In 1985, in the depths of the AIDS pandemic, the GLBT Historical Society was established at a meeting attended by some 50 people at the old San Francisco Main Library. As illness, death, and homophobia combined to threaten our community's existence, virtually no museums or libraries would accept the documents that recorded our lives and our contributions to history. Our founders had the foresight in that trying time to establish an archive to preserve the stories of LGBT people. These brave and visionary leaders ensured that our vast queer past would not be forgotten.

Now one of the nation's preeminent collections of queer historical materials, the archives of the GLBT Historical Society have made possible the work of many of our most celebrated and influential historians, writers, and filmmakers. What's more, we have welcomed students from middle-schoolers working on papers to grad students working on dissertations, as well as researchers of all kinds who are simply curious about our history. And since 2011, we have brought to life the surprising stories of our past for visitors from far and wide at the GLBT History Museum in the Castro district.

Thirty years after our founding, we live in a very different world and in a much-changed city. We have banded together to transform HIV into a serious but manageable disease. We have seen the movement for marriage equality achieve stunning success. Yet the history of our movement for social change is far from over. Many LGBT people even in northern California still face exclusion and discrimination " and our own community still works to ensure dignity, respect, and support for all its members in all their diversity.
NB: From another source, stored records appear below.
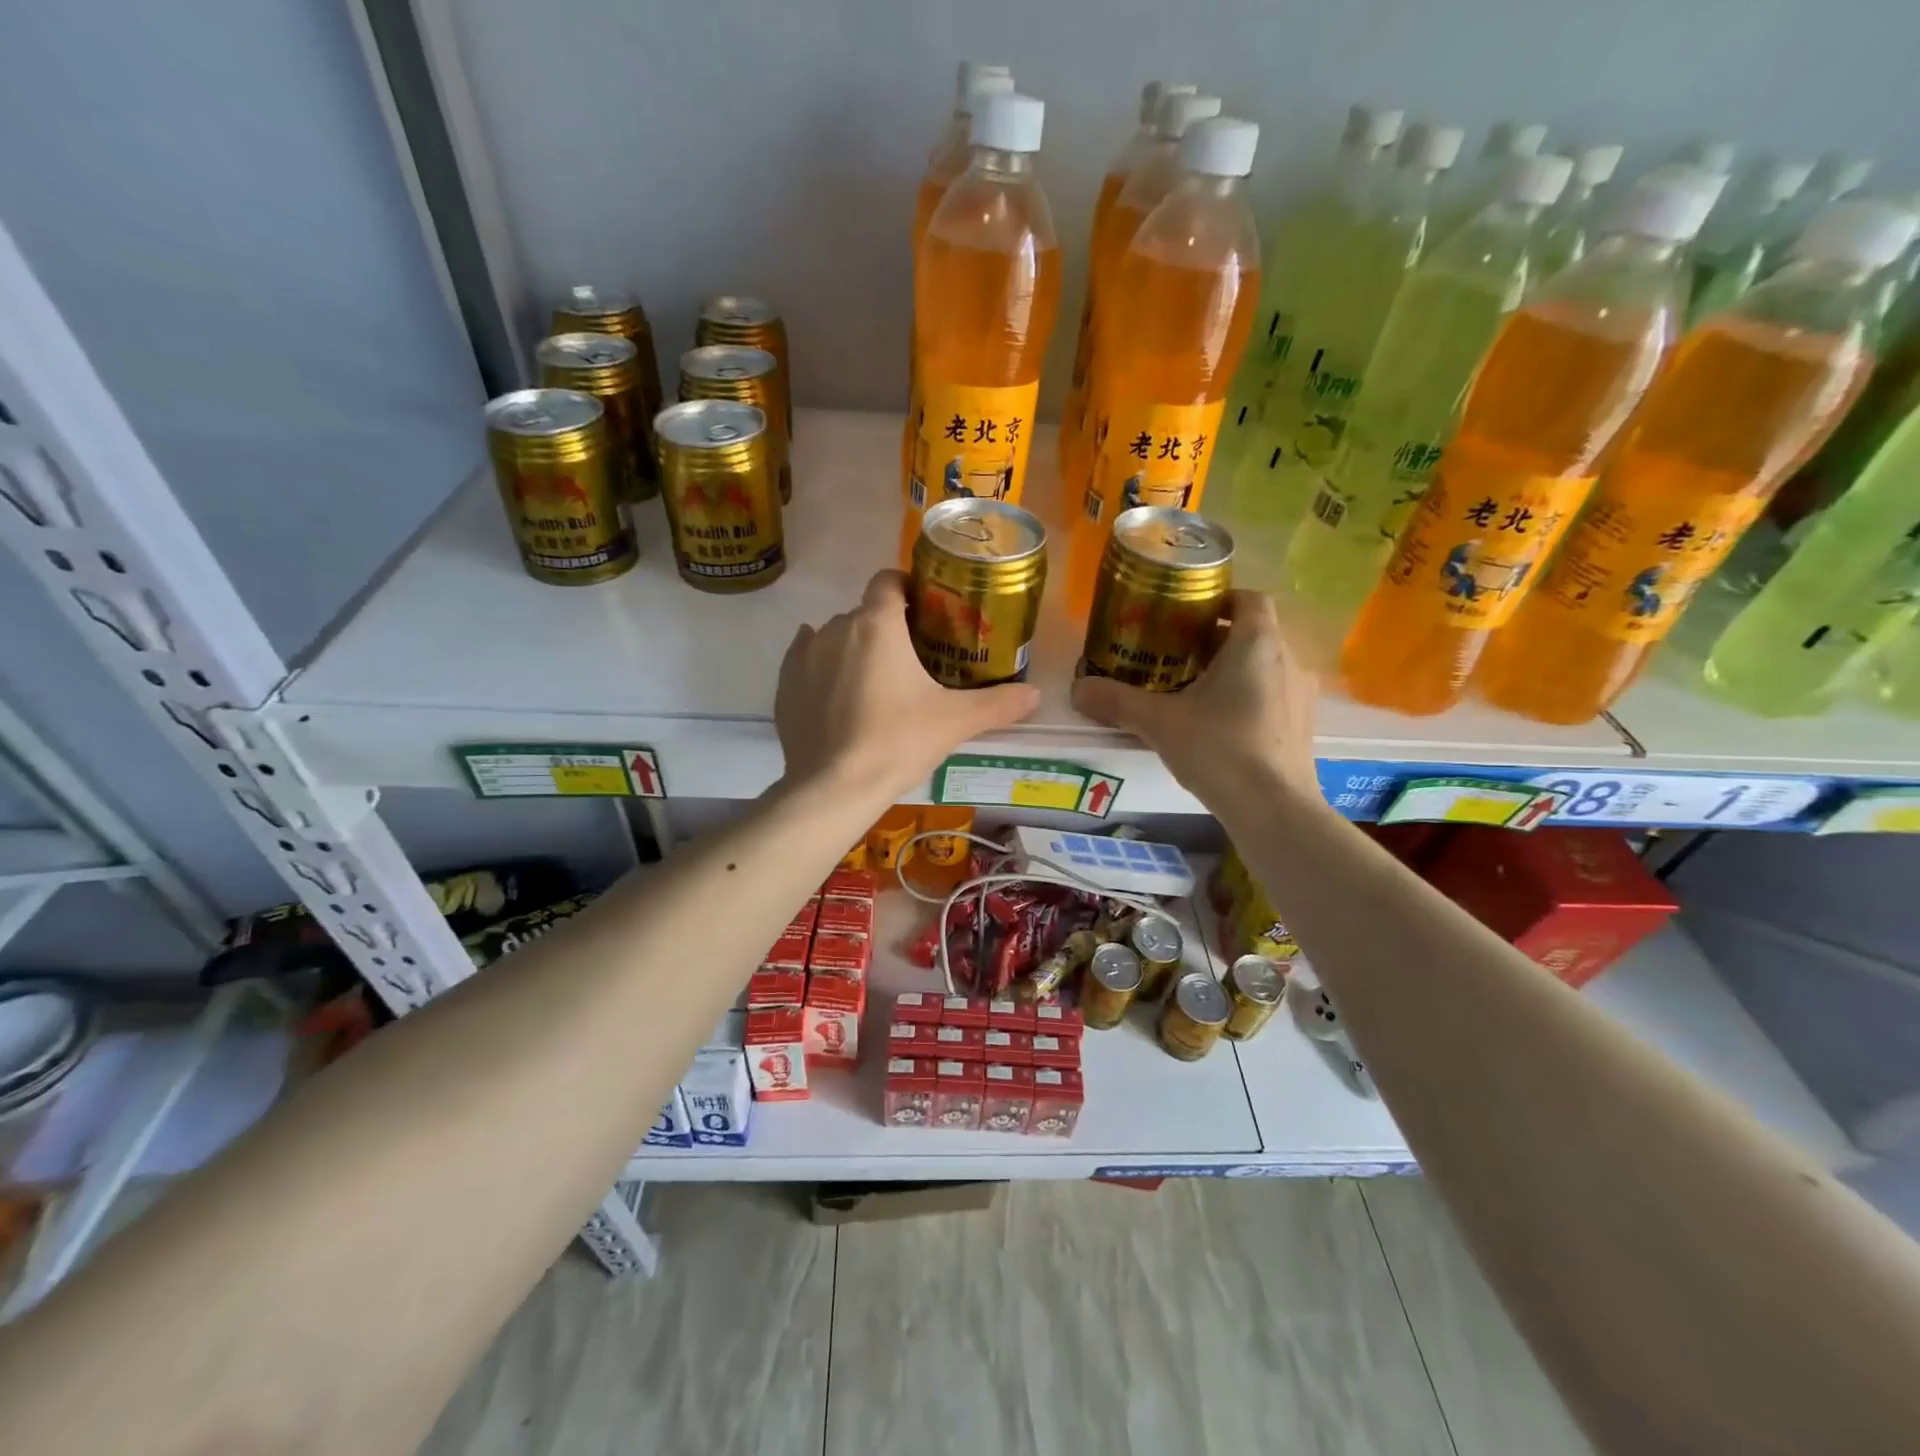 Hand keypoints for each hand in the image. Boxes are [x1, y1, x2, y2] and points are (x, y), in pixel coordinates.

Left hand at [776, 570, 1040, 798]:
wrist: (833, 788)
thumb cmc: (897, 742)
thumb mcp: (955, 722)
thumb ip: (998, 704)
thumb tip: (1036, 695)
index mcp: (877, 624)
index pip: (889, 580)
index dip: (908, 589)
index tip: (925, 613)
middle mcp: (836, 627)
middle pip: (865, 613)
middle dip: (886, 630)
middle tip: (910, 664)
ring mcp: (804, 654)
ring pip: (835, 637)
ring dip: (854, 650)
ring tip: (874, 687)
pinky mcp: (784, 683)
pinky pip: (806, 659)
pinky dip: (823, 667)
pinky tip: (837, 691)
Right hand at [1070, 591, 1318, 806]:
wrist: (1274, 809)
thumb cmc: (1219, 749)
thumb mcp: (1159, 722)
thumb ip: (1117, 701)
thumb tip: (1076, 689)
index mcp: (1257, 643)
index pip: (1249, 598)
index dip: (1221, 600)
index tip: (1188, 615)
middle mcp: (1287, 659)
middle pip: (1254, 633)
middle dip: (1216, 640)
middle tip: (1177, 656)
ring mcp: (1301, 694)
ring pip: (1265, 666)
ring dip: (1234, 671)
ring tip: (1196, 693)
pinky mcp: (1304, 726)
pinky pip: (1274, 696)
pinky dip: (1250, 698)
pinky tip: (1222, 726) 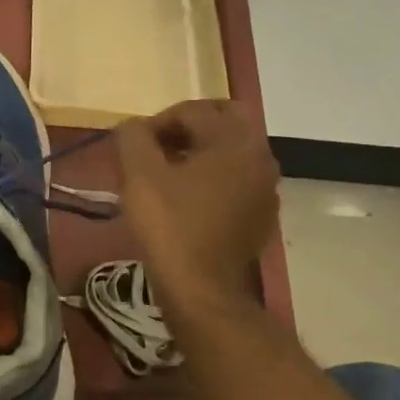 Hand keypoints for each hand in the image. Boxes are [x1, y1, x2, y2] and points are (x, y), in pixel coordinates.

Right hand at [115, 100, 279, 306]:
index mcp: (235, 141)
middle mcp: (261, 157)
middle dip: (188, 128)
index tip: (132, 147)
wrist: (201, 289)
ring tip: (167, 175)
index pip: (193, 110)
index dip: (156, 122)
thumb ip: (133, 137)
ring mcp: (267, 188)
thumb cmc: (169, 227)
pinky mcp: (262, 215)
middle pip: (224, 121)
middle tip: (156, 149)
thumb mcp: (138, 175)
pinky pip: (238, 180)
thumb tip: (133, 127)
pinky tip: (187, 201)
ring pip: (233, 151)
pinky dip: (213, 179)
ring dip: (201, 152)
Locally, we no longer find comfort in predominantly LGBT enclaves. Many residents and business owners alike are now priced out of the Castro, a neighborhood where we once created a safe space for at least part of our community. And others feel less connection to, or need for, a gayborhood. At the same time, the latest development boom has created an influx of more than 1,000 new residents to the Castro " most not only younger but fewer identifying as LGBT " while more than 30 storefronts remain empty or are under development in the Upper Market.
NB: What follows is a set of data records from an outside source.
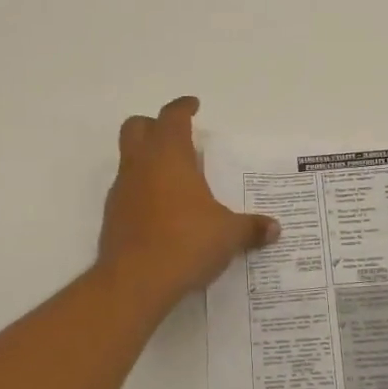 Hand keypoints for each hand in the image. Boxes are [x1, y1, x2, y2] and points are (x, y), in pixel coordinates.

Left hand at [98, 96, 278, 302]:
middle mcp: (140, 166)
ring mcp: (122, 191)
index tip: (194, 106)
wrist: (134, 282)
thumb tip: (274, 229)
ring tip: (177, 180)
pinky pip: (128, 191)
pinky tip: (164, 212)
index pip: (172, 117)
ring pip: (129, 159)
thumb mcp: (228, 235)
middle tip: (178, 136)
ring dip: (148, 160)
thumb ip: (251, 228)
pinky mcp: (113, 217)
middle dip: (154, 125)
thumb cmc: (186, 243)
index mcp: (169, 156)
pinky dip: (143, 191)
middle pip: (136, 128)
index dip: (183, 107) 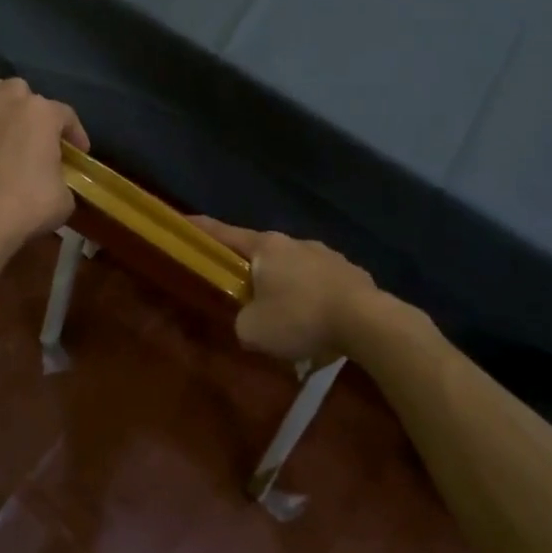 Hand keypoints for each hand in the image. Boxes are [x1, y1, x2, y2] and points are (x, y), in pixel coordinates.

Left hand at [0, 77, 88, 250]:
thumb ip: (61, 179)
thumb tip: (53, 182)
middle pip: (20, 88)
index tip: (79, 152)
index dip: (75, 132)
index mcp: (41, 115)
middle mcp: (6, 105)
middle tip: (34, 129)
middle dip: (29, 104)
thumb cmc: (31, 205)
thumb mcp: (64, 197)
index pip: (66, 114)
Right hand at [191, 217, 377, 364]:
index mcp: (266, 247)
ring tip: (287, 319)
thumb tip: (250, 320)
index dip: (201, 230)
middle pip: (263, 254)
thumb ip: (241, 321)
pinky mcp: (352, 274)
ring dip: (286, 288)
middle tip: (243, 295)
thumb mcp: (252, 330)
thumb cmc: (299, 317)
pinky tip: (317, 325)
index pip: (224, 234)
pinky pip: (322, 285)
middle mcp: (296, 243)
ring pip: (295, 270)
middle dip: (251, 272)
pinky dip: (313, 300)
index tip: (185, 222)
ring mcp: (328, 255)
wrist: (366, 322)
It seems clear: The Castro and the wider LGBT community are in the midst of an identity crisis. We may know who we are, but not necessarily where we are or where we should go. At times like this, as we look for guideposts and resources that will help us deal with rapid change while maintaining our vision of social justice, learning about our history is more important than ever.

And that also means that our museum and archives have essential roles to play. As the Bay Area LGBT community spreads out geographically, it's important that we have spaces where we come together to remember and celebrate, research and educate, share our concerns, our stories, and our hopes. And it's incumbent upon us to leverage our compelling history and collective voices to help secure rights for all queer people and for all facing discrimination and exclusion. Not just in San Francisco, but across the globe.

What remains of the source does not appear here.